The other side of the syntax coin is yield syntax for writing generators. Generators are already used internally for implementing async/await, but are not a user-facing feature (yet). Generators could be both sync and async for creating iterators and streams, respectively. The RFC discusses some hurdles: working with lending streams (see below), pinning, and lifetime requirements. (IMO, a lot of the problems with streams comes from wanting them to work just like futures and just like iterators. We'll need to decide on which has priority, or decide on a set of principles specifically for streams, otherwise we'll always be in tension between the two analogies).

The Stream trait itself is fairly minimal. In the futures crate, there are a bunch of useful combinator-style methods on the StreamExt trait. These are not migrated as part of this RFC, but left for future work. The RFC states that this is mostly due to async closures being unstable (and having outstanding design issues). The futures crate also includes TryStream and TryStreamExt traits for conveniently working with streams which return Results, these are also not migrated to std and are not mentioned in the RFC.

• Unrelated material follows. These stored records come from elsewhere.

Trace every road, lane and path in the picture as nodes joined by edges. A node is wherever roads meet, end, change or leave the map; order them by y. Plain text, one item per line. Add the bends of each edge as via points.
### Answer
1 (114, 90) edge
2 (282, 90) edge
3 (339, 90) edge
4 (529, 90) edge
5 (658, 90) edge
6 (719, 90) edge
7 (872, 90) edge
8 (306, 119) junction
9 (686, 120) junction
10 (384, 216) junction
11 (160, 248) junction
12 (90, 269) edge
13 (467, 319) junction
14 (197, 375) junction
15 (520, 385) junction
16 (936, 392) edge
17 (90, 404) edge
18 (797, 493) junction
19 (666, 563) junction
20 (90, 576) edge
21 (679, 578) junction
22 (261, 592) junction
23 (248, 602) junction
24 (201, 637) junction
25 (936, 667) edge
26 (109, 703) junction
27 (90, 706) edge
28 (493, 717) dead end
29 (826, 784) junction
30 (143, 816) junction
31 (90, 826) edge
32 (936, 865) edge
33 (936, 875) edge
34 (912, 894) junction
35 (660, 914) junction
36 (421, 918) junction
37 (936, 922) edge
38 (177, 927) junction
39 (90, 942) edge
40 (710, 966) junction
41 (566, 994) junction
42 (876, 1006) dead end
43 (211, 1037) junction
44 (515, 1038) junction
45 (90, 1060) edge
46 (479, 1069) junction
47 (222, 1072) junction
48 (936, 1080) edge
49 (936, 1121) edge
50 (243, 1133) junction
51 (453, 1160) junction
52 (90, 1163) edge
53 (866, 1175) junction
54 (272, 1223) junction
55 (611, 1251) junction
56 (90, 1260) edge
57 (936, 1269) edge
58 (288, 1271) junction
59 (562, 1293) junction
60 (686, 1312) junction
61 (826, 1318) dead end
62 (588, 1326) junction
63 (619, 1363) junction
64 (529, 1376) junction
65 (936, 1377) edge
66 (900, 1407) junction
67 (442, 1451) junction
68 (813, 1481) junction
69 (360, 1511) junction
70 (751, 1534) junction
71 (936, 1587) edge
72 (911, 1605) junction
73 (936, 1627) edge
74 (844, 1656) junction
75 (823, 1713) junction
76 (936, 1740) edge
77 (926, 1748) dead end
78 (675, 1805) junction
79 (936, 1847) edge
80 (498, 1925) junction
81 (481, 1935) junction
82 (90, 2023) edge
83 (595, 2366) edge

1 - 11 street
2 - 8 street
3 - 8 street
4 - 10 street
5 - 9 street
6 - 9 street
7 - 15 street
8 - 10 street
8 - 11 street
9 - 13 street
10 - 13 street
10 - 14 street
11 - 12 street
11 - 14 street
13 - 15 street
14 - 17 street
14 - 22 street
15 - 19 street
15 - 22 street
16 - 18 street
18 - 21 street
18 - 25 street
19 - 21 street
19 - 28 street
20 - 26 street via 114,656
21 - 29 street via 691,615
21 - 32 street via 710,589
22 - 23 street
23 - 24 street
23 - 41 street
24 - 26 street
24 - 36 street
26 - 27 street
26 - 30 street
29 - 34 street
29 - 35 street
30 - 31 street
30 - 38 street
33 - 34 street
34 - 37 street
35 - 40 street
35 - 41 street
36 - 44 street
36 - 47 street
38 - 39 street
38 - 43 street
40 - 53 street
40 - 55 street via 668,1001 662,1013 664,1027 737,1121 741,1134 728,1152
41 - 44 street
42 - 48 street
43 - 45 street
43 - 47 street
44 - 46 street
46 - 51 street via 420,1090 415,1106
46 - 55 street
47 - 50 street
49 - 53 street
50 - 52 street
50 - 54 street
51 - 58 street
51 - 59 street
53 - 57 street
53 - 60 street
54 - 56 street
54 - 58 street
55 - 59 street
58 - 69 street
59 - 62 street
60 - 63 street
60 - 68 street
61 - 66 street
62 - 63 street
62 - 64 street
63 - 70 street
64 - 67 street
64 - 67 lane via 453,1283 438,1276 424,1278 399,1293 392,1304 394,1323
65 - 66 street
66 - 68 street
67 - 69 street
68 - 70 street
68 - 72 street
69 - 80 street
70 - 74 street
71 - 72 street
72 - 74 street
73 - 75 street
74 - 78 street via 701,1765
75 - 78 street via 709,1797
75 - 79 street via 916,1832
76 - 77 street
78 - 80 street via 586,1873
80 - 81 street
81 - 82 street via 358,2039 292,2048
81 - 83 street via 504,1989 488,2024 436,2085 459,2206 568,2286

A lending stream is a stream which returns values which are borrowed from the stream itself (rather than owned values). The current status quo for a lending stream requires GATs, which are unstable. There is also a discussion to be had around converting from lending to non-lending streams and vice-versa.

Talking of converting things to streams, there is also some discussion of IntoStream/FromStream traits (c.f., IntoIterator). There is also the specific case of converting an iterator into a stream.

Finally, there are a bunch of helper traits for iterators (e.g., DoubleEndedIterator) which could be implemented for streams.